# PROBLEM DETAILS
Check each line of the data, and copy those where "新道折尾方面バイパス" appears.

[Source data]
——————————

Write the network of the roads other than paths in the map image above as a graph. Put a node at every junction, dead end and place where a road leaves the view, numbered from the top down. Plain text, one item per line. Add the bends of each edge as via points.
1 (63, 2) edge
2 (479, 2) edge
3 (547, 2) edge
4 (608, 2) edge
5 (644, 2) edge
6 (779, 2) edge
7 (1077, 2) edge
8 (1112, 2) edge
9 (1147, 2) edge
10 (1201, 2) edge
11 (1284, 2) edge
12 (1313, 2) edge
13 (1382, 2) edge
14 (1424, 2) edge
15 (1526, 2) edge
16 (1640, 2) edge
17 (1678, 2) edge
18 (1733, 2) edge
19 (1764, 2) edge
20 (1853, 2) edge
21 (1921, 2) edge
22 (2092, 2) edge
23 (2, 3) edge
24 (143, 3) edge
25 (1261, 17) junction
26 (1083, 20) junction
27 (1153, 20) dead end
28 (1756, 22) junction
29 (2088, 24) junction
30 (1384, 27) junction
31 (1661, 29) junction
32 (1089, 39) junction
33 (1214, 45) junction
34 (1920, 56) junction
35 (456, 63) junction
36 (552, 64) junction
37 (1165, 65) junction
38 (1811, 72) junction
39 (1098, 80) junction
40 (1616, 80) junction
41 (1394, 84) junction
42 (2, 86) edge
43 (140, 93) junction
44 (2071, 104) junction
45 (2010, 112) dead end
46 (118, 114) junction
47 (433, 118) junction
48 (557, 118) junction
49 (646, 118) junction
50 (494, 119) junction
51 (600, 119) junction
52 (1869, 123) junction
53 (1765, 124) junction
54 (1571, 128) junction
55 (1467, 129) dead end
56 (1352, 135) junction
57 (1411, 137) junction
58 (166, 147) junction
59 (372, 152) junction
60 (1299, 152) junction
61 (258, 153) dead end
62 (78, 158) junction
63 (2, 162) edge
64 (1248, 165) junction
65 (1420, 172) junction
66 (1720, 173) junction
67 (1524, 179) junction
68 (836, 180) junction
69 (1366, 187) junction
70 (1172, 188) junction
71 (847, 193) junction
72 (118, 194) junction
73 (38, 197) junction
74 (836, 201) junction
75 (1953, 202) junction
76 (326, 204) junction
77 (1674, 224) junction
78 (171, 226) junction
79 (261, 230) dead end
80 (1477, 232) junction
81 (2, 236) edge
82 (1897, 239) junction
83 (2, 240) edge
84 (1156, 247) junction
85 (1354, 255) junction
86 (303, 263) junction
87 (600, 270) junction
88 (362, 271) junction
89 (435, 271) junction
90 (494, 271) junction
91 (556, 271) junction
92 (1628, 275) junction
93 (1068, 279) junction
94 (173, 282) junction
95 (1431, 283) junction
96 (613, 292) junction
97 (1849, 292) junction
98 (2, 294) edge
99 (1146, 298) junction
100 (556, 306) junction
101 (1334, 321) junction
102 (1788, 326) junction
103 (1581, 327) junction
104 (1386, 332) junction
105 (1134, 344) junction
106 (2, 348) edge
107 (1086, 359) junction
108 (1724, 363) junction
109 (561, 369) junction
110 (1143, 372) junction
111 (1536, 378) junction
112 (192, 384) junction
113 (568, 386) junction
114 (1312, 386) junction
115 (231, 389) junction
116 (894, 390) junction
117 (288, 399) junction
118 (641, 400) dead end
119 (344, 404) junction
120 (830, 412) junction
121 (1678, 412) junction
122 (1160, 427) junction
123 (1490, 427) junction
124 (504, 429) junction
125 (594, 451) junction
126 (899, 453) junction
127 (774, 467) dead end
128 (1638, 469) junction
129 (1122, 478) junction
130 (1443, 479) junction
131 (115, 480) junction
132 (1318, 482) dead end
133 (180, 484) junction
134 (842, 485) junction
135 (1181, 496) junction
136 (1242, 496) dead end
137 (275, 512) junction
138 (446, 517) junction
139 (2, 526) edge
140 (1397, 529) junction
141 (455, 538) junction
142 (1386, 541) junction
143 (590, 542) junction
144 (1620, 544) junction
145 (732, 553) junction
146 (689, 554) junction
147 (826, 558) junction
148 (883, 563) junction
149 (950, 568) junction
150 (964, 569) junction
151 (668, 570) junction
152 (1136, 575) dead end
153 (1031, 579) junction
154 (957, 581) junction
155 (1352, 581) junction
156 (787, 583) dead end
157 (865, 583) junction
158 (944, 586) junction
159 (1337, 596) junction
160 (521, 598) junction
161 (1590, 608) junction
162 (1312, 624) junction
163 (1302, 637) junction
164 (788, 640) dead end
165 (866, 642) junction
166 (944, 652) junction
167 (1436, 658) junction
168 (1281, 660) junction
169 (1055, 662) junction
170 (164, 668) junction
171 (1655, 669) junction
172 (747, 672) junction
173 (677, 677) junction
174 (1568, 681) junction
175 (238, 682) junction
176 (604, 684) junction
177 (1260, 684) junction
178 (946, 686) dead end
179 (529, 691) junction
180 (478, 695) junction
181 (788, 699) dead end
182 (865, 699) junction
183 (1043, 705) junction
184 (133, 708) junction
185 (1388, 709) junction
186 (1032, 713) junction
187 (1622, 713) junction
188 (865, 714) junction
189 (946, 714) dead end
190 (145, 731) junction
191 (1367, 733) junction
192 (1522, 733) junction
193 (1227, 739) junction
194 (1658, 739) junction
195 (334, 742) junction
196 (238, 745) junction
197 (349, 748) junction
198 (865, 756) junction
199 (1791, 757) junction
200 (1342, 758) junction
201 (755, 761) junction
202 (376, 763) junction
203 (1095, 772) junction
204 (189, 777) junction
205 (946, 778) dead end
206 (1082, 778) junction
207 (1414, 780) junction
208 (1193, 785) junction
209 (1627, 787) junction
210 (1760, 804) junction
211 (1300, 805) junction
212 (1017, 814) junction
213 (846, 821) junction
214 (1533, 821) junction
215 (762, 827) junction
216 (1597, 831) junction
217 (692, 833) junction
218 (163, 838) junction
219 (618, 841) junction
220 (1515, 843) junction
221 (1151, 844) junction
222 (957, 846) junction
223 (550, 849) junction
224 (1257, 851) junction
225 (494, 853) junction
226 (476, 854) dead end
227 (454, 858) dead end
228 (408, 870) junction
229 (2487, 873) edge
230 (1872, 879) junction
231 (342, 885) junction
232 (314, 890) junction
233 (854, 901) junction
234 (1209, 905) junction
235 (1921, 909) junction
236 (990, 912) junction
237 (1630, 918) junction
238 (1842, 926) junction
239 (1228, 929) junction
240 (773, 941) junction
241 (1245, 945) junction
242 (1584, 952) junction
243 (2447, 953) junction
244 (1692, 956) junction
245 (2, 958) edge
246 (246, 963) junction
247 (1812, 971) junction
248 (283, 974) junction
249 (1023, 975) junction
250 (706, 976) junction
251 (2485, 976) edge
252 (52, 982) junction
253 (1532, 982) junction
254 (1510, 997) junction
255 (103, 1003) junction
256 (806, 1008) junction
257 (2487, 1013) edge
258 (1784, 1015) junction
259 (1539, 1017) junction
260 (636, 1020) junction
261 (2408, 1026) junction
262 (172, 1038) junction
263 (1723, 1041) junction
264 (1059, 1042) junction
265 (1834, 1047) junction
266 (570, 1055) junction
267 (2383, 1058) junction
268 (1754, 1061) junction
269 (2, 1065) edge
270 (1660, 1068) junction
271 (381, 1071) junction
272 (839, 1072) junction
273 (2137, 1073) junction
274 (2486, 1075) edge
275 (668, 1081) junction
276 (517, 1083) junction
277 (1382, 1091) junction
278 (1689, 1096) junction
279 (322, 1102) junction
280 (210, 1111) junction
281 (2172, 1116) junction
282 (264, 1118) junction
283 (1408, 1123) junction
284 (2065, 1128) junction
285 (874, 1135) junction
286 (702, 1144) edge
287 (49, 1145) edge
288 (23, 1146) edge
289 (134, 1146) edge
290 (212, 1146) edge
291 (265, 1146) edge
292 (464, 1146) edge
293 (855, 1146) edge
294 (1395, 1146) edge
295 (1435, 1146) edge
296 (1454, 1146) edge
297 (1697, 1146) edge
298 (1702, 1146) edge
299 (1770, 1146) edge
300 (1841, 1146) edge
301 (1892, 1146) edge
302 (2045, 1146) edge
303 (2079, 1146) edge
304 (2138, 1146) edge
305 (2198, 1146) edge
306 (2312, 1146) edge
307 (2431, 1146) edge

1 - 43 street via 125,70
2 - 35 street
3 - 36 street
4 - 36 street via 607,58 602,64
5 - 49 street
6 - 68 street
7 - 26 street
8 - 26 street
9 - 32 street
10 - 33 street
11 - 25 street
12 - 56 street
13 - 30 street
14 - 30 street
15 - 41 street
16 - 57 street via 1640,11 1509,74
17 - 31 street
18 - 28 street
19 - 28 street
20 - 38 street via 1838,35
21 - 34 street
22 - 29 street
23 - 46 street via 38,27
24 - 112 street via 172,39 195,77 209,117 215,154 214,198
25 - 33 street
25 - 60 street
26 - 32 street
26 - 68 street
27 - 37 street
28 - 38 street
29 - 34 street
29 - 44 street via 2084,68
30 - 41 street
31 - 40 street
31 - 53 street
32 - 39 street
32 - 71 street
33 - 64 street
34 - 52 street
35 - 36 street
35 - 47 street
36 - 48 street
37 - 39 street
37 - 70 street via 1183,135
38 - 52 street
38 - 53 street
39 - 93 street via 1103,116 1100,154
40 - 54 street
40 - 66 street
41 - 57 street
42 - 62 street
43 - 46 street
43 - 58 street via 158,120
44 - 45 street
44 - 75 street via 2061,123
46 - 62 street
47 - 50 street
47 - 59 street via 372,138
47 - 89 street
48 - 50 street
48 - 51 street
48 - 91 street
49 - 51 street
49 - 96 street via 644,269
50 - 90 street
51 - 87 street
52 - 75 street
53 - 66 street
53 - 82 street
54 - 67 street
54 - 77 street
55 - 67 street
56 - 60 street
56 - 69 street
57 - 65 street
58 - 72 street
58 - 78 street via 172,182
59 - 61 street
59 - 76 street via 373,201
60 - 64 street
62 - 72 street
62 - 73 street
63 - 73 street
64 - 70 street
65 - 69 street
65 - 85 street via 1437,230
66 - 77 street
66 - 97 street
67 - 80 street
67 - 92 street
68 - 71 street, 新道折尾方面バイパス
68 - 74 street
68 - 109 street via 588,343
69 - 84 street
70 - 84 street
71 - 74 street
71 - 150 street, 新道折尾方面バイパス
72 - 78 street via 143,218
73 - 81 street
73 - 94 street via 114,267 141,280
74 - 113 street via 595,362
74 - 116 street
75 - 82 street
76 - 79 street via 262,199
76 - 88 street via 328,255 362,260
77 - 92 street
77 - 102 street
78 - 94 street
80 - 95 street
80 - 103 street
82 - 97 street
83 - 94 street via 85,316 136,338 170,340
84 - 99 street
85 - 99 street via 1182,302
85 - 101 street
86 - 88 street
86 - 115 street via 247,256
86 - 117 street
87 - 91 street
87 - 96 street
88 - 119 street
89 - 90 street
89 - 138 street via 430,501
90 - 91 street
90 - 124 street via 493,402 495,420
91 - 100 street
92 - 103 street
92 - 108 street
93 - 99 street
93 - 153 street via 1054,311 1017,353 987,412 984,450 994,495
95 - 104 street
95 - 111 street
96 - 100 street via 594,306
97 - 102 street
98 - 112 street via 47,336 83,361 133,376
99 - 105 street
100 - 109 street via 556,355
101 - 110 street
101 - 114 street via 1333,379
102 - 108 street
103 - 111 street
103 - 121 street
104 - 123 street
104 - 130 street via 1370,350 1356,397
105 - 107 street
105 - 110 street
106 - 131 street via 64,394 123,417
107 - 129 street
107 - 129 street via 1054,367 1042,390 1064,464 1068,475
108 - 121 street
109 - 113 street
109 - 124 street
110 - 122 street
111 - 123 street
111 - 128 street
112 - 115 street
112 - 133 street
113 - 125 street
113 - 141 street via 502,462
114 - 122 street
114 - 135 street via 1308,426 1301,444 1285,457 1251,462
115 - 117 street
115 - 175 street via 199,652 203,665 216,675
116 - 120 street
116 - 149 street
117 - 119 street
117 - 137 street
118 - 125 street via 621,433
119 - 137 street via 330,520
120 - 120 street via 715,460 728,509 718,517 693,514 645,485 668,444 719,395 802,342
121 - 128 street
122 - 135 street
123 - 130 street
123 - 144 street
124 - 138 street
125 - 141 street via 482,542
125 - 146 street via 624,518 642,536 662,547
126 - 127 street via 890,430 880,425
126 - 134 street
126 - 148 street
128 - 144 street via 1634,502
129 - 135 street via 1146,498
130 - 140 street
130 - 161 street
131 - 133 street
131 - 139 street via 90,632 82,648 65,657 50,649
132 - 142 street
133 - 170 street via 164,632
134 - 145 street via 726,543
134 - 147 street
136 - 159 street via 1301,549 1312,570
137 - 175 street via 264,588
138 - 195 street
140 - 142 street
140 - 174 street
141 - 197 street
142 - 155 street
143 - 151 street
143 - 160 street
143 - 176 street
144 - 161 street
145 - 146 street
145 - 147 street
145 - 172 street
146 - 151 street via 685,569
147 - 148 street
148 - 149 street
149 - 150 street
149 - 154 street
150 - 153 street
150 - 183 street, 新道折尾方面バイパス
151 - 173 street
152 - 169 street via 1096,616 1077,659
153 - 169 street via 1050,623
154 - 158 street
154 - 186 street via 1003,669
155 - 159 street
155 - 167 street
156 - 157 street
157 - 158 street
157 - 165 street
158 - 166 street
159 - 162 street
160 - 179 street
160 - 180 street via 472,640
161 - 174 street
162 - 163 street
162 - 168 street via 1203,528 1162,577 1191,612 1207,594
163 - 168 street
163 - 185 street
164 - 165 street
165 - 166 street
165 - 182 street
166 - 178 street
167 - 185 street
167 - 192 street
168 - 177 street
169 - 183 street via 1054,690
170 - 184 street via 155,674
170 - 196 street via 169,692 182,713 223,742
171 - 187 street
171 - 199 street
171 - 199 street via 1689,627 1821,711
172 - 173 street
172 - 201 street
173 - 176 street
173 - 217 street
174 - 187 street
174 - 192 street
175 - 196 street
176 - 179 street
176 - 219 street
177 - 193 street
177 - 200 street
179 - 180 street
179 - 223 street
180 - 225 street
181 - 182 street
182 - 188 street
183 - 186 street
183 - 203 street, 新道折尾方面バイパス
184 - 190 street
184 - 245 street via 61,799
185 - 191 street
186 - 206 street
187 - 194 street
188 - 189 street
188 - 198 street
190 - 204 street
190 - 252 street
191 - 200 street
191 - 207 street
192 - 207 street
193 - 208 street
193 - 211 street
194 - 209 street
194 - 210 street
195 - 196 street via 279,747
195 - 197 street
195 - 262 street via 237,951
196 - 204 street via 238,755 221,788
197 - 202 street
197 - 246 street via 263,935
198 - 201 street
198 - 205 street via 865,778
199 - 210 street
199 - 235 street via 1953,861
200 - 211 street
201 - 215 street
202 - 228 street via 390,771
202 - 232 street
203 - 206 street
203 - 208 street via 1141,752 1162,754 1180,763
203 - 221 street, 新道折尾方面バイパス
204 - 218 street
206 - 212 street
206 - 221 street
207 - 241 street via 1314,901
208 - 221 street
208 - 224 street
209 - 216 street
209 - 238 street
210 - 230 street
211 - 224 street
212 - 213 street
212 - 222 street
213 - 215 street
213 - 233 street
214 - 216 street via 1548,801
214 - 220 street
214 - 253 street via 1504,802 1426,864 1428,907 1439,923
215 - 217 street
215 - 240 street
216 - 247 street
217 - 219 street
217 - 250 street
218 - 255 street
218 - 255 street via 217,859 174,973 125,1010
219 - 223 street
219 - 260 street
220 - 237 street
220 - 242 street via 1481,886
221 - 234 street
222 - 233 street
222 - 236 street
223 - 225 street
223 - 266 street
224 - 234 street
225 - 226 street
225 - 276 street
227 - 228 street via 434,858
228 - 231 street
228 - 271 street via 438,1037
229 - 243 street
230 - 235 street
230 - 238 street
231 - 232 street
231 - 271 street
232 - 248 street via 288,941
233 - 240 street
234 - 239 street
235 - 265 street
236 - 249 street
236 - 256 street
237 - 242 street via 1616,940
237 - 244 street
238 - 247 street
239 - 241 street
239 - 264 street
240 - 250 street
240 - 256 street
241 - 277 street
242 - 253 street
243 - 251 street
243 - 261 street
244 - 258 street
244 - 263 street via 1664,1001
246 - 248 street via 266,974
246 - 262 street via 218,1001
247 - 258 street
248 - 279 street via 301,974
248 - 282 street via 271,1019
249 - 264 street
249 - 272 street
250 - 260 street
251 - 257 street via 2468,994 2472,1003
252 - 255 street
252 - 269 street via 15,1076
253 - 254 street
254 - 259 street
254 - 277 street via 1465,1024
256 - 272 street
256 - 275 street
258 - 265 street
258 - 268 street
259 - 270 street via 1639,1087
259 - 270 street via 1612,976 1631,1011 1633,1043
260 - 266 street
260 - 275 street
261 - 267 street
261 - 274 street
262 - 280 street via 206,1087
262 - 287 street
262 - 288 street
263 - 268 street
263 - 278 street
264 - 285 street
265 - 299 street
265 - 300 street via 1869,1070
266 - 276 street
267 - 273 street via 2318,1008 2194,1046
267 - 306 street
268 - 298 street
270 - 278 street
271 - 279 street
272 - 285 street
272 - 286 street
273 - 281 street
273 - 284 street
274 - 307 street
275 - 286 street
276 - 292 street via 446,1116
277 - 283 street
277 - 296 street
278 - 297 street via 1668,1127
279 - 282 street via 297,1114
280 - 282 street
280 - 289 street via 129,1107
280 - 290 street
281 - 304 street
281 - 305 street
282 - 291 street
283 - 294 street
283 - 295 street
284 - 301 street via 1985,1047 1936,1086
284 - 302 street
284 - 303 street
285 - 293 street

——————————

# TASK RESPONSE
68 - 71 street, 新道折尾方面バイパス
71 - 150 street, 新道折尾方面バイパス
150 - 183 street, 新道折尾方面バイパス
183 - 203 street, 新道折尾方面バイパス
203 - 221 street, 新道折尾方面バイパス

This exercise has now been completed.